People v. McGraw

FOURT, J.

This is an appeal from a judgment which in effect revoked an order granting probation, and reinstated the original sentence.

In an information filed in Los Angeles County on July 28, 1958, the defendant was charged with two counts of issuing checks with insufficient funds in violation of section 476a, Penal Code. The information also charged and set forth six prior felony convictions.

The defendant pleaded guilty to Count 1 of the information and admitted the first charged prior conviction. The minute entry recites in part: . Other prior convictions denied and jury waived on issue re second, third, fourth and fifth prior convictions.” Nothing is mentioned with reference to the sixth prior conviction.

The determination of the truth of the charges with reference to the priors was to be made at the time of sentence. Defendant made an application for probation and the judge permitted him to so apply although obviously the defendant was, at that time, not legally eligible to do so.

*885A later minute entry refers to “the four prior convictions.” (Emphasis added.) The probation officer filed a report which set forth, among other things, that the defendant was above average intelligence, that he had used 23 aliases, had been in prison many times, was a repeated parole violator and that he had been arrested for the offense in question 13 days following his release from his last incarceration. The report further pointed out that when the defendant was interviewed by a representative of the probation department 35 years ago as a result of another forgery conviction, defendant appeared to be a “genius in the art of forgery” and that he should be “severely dealt with.” The report also called attention to the fact that 23 years ago the defendant was charged with five counts of forgery and that the opinion of the probation officer was the same then as it had been previously. It was recommended in the present case that probation be denied.

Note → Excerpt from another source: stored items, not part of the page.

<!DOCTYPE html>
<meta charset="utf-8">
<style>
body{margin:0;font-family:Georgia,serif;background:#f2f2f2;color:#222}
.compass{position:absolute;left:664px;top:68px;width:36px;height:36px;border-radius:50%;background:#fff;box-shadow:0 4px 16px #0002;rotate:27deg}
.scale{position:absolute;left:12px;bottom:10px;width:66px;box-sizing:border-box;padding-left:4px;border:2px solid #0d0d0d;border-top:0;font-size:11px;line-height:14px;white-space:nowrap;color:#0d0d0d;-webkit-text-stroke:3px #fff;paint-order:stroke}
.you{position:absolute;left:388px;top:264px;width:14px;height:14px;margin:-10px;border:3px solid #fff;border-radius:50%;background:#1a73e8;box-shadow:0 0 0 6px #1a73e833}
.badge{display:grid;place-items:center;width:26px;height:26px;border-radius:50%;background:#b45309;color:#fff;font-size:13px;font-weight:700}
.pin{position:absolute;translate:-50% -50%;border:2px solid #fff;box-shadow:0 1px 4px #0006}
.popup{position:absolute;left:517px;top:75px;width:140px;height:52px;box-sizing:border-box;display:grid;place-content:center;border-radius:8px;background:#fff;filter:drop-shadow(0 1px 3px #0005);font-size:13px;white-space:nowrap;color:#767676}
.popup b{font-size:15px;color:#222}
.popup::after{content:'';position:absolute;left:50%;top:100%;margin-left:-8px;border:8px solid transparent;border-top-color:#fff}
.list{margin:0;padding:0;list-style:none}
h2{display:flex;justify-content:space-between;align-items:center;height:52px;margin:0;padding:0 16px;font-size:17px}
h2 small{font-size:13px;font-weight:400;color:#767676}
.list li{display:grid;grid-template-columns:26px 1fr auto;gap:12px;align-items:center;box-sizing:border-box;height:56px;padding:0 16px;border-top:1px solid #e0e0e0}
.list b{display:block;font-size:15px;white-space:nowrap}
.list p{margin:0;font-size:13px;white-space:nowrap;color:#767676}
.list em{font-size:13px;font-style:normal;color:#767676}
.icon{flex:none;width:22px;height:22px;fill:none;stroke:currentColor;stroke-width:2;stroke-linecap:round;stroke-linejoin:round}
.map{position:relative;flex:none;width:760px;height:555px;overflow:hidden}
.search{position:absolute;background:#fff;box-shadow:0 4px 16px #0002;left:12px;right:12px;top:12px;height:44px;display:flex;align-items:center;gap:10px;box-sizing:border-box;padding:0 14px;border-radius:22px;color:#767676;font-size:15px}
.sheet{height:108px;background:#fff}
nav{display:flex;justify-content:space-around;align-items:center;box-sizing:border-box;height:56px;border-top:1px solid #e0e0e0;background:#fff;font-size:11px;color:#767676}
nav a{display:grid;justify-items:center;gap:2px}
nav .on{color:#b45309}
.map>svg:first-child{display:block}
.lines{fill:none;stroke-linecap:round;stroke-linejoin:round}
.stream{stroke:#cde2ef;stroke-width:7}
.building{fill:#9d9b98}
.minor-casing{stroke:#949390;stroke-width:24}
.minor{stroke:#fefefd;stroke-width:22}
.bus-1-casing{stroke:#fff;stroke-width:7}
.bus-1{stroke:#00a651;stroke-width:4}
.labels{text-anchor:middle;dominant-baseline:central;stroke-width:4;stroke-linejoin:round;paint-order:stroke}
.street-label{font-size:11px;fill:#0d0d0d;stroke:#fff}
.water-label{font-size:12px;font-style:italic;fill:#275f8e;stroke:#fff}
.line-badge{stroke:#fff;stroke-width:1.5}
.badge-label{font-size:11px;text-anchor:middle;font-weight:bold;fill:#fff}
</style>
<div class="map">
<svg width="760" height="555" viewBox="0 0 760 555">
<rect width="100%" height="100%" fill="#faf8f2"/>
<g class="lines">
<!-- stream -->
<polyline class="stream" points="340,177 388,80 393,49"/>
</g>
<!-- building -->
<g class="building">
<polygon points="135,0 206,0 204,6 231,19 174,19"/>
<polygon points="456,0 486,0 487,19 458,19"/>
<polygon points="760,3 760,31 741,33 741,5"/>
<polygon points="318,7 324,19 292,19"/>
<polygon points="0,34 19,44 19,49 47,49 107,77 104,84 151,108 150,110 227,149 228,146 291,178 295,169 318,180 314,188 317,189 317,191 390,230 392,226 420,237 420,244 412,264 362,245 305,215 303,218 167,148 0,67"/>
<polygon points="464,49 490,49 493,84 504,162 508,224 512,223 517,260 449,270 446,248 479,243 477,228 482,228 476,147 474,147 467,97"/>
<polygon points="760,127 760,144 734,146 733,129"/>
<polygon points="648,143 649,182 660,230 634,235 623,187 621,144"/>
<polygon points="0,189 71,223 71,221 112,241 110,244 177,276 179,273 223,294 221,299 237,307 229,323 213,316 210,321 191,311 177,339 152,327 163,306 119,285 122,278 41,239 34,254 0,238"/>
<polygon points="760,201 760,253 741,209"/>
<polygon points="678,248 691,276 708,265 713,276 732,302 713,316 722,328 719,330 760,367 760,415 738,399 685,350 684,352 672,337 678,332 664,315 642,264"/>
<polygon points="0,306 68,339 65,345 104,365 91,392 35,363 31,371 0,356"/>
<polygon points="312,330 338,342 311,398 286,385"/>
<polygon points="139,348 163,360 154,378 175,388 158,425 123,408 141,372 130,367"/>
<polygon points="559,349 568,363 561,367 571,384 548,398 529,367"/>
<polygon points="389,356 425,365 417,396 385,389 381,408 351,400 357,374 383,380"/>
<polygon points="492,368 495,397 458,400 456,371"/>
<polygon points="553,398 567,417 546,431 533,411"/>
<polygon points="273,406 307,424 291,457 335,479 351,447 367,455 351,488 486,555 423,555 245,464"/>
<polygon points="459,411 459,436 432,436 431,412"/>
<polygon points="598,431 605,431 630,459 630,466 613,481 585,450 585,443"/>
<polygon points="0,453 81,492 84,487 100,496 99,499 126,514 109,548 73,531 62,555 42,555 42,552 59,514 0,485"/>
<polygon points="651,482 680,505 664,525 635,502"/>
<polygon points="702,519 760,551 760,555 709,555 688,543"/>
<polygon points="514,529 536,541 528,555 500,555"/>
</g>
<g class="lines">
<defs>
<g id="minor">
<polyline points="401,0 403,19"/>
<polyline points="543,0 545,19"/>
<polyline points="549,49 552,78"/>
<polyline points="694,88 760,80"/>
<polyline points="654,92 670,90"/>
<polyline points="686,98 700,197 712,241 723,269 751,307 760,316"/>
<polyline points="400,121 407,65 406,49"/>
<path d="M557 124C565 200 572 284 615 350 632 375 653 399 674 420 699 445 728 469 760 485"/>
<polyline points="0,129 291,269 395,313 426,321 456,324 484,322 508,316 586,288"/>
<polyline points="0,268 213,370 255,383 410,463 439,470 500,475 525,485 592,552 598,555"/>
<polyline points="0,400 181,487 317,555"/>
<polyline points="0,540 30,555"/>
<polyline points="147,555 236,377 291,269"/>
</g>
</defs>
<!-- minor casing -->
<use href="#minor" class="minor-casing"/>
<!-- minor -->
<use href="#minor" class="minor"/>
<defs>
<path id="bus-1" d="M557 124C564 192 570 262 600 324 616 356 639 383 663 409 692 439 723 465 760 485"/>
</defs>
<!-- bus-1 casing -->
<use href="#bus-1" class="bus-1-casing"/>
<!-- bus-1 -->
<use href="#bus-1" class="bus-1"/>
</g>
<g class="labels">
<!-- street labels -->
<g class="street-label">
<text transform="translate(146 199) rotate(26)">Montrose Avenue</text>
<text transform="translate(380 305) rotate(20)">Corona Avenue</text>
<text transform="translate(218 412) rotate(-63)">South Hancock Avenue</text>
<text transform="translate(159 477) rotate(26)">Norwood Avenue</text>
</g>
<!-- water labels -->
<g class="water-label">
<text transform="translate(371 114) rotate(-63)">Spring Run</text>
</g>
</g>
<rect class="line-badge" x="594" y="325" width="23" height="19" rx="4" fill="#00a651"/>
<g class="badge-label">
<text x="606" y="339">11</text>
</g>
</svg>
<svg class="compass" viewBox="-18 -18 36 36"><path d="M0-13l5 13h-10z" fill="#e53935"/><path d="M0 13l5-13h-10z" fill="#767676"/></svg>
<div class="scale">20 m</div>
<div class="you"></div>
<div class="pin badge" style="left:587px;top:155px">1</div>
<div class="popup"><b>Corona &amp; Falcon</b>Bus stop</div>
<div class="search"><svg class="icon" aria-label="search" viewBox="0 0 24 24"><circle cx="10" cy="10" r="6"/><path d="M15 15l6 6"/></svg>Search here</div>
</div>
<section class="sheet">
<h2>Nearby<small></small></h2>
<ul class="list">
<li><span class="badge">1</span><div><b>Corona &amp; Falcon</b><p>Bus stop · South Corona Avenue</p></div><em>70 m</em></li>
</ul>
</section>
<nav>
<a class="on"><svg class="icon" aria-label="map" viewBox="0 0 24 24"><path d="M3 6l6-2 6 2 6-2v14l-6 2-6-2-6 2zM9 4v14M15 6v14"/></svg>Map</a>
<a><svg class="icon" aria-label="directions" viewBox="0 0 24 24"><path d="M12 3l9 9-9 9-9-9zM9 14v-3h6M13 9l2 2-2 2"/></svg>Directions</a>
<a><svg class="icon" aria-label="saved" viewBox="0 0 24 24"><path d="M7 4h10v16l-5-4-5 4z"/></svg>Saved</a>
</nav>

On September 18, 1958, the matter came on to be heard. The defendant was represented by counsel. The minute entry of that day’s proceeding recites, “All priors pending found true as alleged.” Thereafter the entry recites only five of the six prior convictions so charged. Probation was denied and defendant was sentenced to the state prison for the time prescribed by law. Count 2 of the information was dismissed.

In the afternoon following sentence in the morning the defendant wrote a letter to the judge and in effect stated, among other things, that he, the defendant, had been in prison many years and such confinement had done him but little good and would the judge “reconsider your decision of this morning—I will be grateful.”

On September 24, 1958, the judge ordered in effect that “Execution of sentence is ordered stayed to October 3, 1958.”

On October 2, 1958, the defendant appeared in court in propria persona and the judge complimented him upon the letter he had written and further told the defendant, “You just have a very, very bad record, and your record certainly warrants the Court’s prior sentence, that you go directly to State’s Prison.” The judge then indicated that he was inclined to revoke the prior sentence stating too that there was a serious question whether he had the legal right to do so.

The court then revoked the sentence previously imposed and sentenced the defendant to the state prison and thereupon suspended the execution of the sentence and placed defendant on 5 years’ probation, a part of the terms being that de*886fondant spend 10 months in the county jail, make restitution, not drink alcoholic beverages, nor use narcotics, nor associate with narcotic users, seek employment upon being released, and obey all the laws. (Emphasis added.) The court minutes set forth “no finding having been made as to additional prior convictions. ’ ’

On March 21, 1960, at a hearing on the revocation of probation, a trial judge found that the defendant had violated the terms of his probation. The court determined that the defendant had been convicted of two counts of robbery (the opinion with reference to which has this day been filed), and because of the convictions and defendant’s use of alcoholic beverages probation was thereupon revoked.

The minute entry of that session states: “The sentence to State Prison, heretofore imposed and suspended October 2, 1958, is now ordered placed into full force and effect.” The judge in effect apparently ordered that no finding be made with reference to the prior convictions charged in the information other than the one which defendant had previously admitted.

The judge at the original sentencing proceeding on October 2 had no legal right to grant probation. Under the law defendant should have been sentenced to either the county jail for a straight term or to the state prison.

Appellant now asserts that the revocation of probation was based entirely upon the ground that defendant was convicted of two counts of robbery. The record shows to the contrary as heretofore indicated. In any event, the defendant was not entitled to probation in the first instance.

The judgment and order revoking probation are and each is affirmed.

Wood, P. J., and Lillie, J., concurred.